In fact, if anything was “identified” at the moment that the DNA database returned a match, it was not King—his identity was already known. (The docket for the original criminal charges lists his full name, his race, his sex, his height, his weight, his date of birth, and his address.) Rather, what the August 4 match “identified” was the previously-taken sample from the earlier crime. That sample was genuinely mysterious to Maryland; the State knew that it had probably been left by the victim’s attacker, but nothing else. King was not identified by his association with the sample; rather, the sample was identified by its association with King. The Court effectively destroys its own “identification” theory when it acknowledges that the object of this search was “to see what [was] already known about [King].” King was who he was, and volumes of his biography could not make him any more or any less King. No minimally competent speaker of English would say, upon noticing a known arrestee’s similarity “to a wanted poster of a previously unidentified suspect,” ante, at 13, that the arrestee had thereby been identified. It was the previously unidentified suspect who had been identified—just as, here, it was the previously unidentified rapist.
And … so? That’s exactly what happens with fingerprint matches, too. They get entered into state, regional, and national databases, where investigators can find hits on previously cold cases. There isn’t any rush to enter the fingerprints into those databases either (the delay on entering King’s DNA into CODIS is one of Scalia’s points in the dissent). The process for fingerprints identifies the present suspect, but also depositors of fingerprints from earlier crimes. Sometimes, those fingerprints can also expose false identities, and … so can a DNA database, depending on the data within it.
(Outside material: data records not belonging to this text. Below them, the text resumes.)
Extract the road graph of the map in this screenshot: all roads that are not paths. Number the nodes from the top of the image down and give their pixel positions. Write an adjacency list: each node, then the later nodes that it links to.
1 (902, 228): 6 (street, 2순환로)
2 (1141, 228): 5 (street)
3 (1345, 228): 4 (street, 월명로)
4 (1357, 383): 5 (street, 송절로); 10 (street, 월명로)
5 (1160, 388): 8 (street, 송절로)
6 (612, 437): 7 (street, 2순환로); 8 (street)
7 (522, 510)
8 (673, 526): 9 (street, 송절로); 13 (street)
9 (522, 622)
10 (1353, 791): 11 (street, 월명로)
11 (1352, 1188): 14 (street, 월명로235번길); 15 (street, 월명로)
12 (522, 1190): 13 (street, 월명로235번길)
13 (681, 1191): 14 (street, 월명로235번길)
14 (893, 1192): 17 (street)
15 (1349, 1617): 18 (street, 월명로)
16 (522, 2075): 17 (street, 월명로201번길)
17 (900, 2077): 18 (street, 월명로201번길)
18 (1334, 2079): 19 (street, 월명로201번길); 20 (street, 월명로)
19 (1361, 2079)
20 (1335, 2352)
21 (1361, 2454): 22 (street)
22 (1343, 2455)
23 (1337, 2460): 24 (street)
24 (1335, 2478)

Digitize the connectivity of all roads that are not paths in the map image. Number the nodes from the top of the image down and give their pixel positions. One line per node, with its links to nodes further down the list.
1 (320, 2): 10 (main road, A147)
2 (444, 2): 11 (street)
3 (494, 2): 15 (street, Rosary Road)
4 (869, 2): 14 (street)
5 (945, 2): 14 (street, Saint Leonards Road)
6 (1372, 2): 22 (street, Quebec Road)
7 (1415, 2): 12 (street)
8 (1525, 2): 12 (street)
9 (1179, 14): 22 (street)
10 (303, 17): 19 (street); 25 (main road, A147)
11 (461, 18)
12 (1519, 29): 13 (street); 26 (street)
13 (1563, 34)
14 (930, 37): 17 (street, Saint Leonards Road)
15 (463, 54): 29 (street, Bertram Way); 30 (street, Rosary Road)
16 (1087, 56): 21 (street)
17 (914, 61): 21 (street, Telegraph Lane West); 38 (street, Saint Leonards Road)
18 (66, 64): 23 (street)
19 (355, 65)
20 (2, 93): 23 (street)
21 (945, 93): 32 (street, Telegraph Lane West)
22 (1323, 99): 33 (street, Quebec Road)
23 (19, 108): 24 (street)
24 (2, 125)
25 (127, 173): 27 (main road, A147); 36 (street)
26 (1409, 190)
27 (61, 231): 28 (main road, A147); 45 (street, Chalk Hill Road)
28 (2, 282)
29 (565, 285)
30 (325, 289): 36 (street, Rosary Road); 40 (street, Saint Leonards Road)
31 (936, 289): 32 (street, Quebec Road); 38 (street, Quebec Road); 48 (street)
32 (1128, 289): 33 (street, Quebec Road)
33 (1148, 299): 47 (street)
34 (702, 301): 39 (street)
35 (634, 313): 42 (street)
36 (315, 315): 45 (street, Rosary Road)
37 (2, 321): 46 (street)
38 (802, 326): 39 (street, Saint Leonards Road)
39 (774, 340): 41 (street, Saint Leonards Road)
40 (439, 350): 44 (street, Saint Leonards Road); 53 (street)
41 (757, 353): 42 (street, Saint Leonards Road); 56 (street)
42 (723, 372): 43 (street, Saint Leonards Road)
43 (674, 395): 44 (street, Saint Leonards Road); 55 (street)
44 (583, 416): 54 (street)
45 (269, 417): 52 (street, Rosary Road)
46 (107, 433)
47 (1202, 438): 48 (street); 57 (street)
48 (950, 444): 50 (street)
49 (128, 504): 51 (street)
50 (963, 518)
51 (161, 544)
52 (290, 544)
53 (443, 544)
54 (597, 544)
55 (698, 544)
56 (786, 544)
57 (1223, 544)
It’s difficult to see an objection to this, other than the fact that the government now has genetic data on arrestees that could at some time reveal health-related issues for which the government has no business cataloguing. Oddly, though, Scalia never makes that objection, arguing that the founding fathers would hardly “have been so eager to open their mouths for royal inspection” as a rebuttal to the idea that government will force non-arrestees to surrender their DNA … which seems a non-sequitur in the present case of Maryland v King. Surely such an effort would present itself as a separate case to the Supreme Court at that time, and the Court would not be constrained by King to stop it.